INSTRUCTIONS TO FOLLOW » Below is a listing. Copy each line of it that holds the word "Seitenstraße".

DATA FOR REVIEW »
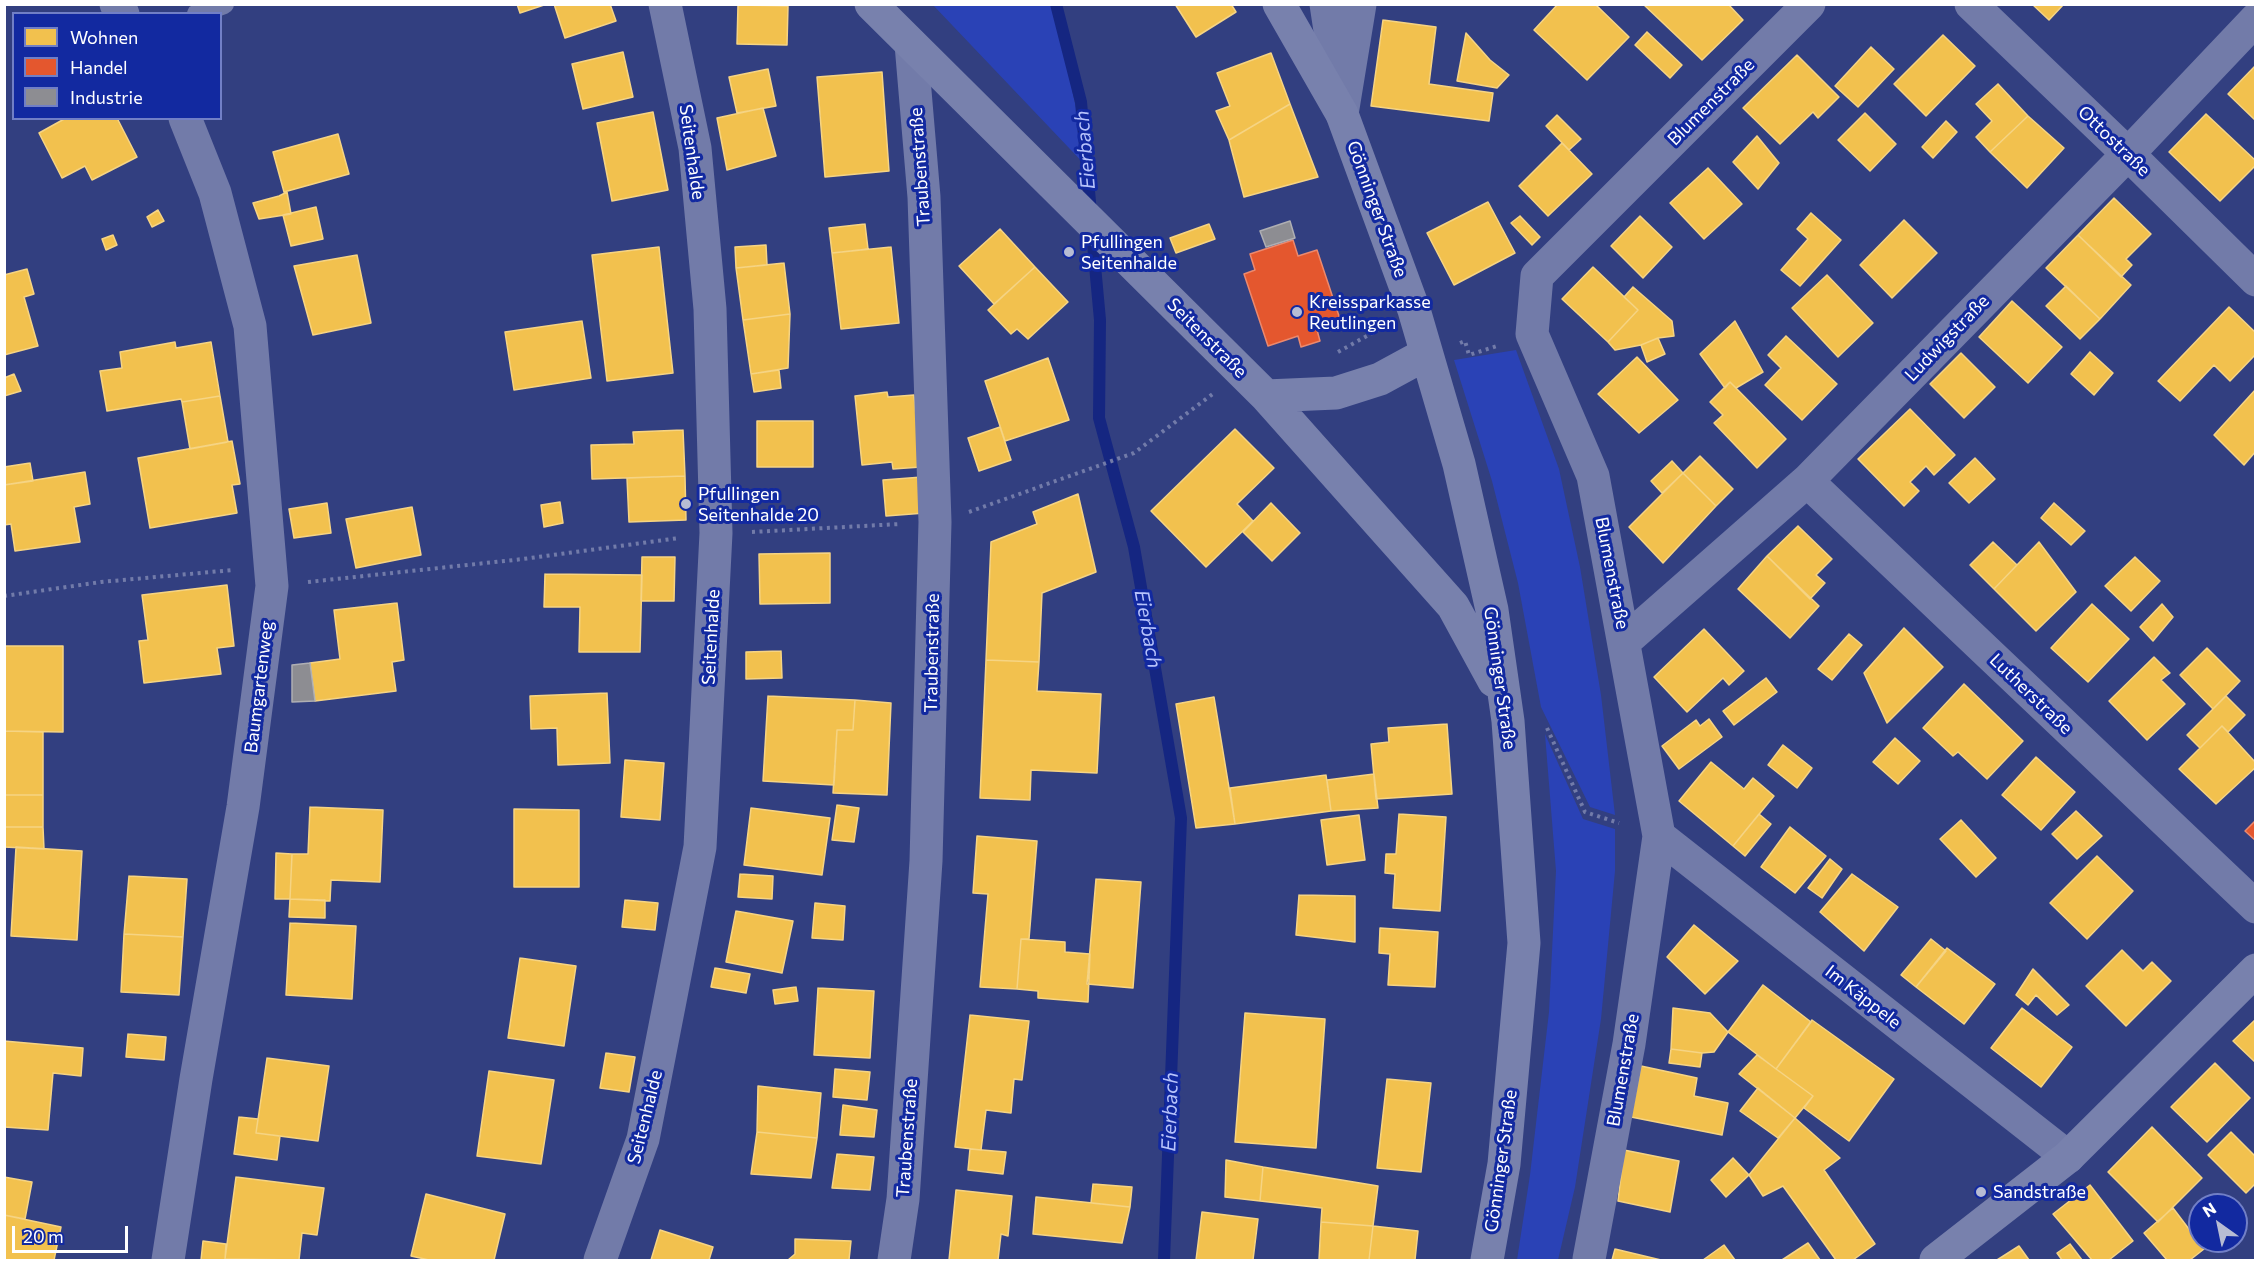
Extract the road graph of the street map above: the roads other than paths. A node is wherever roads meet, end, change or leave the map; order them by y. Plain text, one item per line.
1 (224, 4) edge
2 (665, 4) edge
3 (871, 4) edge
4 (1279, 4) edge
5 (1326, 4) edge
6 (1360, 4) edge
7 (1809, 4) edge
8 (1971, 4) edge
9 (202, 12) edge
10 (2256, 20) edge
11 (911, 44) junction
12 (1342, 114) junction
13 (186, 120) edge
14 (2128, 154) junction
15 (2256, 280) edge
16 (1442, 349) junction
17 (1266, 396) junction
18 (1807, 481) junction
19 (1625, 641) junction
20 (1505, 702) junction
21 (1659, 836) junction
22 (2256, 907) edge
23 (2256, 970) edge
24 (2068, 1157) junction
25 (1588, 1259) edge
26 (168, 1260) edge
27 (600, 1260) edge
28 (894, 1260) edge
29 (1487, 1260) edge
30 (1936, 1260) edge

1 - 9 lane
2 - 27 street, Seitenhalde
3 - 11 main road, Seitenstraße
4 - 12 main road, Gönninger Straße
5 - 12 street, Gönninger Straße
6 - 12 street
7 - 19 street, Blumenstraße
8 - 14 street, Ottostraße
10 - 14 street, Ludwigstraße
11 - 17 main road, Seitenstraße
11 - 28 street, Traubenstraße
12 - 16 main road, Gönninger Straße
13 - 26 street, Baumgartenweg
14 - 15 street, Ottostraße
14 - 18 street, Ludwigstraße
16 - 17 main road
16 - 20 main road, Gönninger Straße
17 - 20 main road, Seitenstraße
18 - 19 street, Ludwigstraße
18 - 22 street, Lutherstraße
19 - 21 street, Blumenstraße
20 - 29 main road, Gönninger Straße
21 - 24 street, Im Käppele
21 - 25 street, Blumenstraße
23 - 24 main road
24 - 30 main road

EXERCISE RESULT »
3 - 11 main road, Seitenstraße
11 - 17 main road, Seitenstraße
17 - 20 main road, Seitenstraße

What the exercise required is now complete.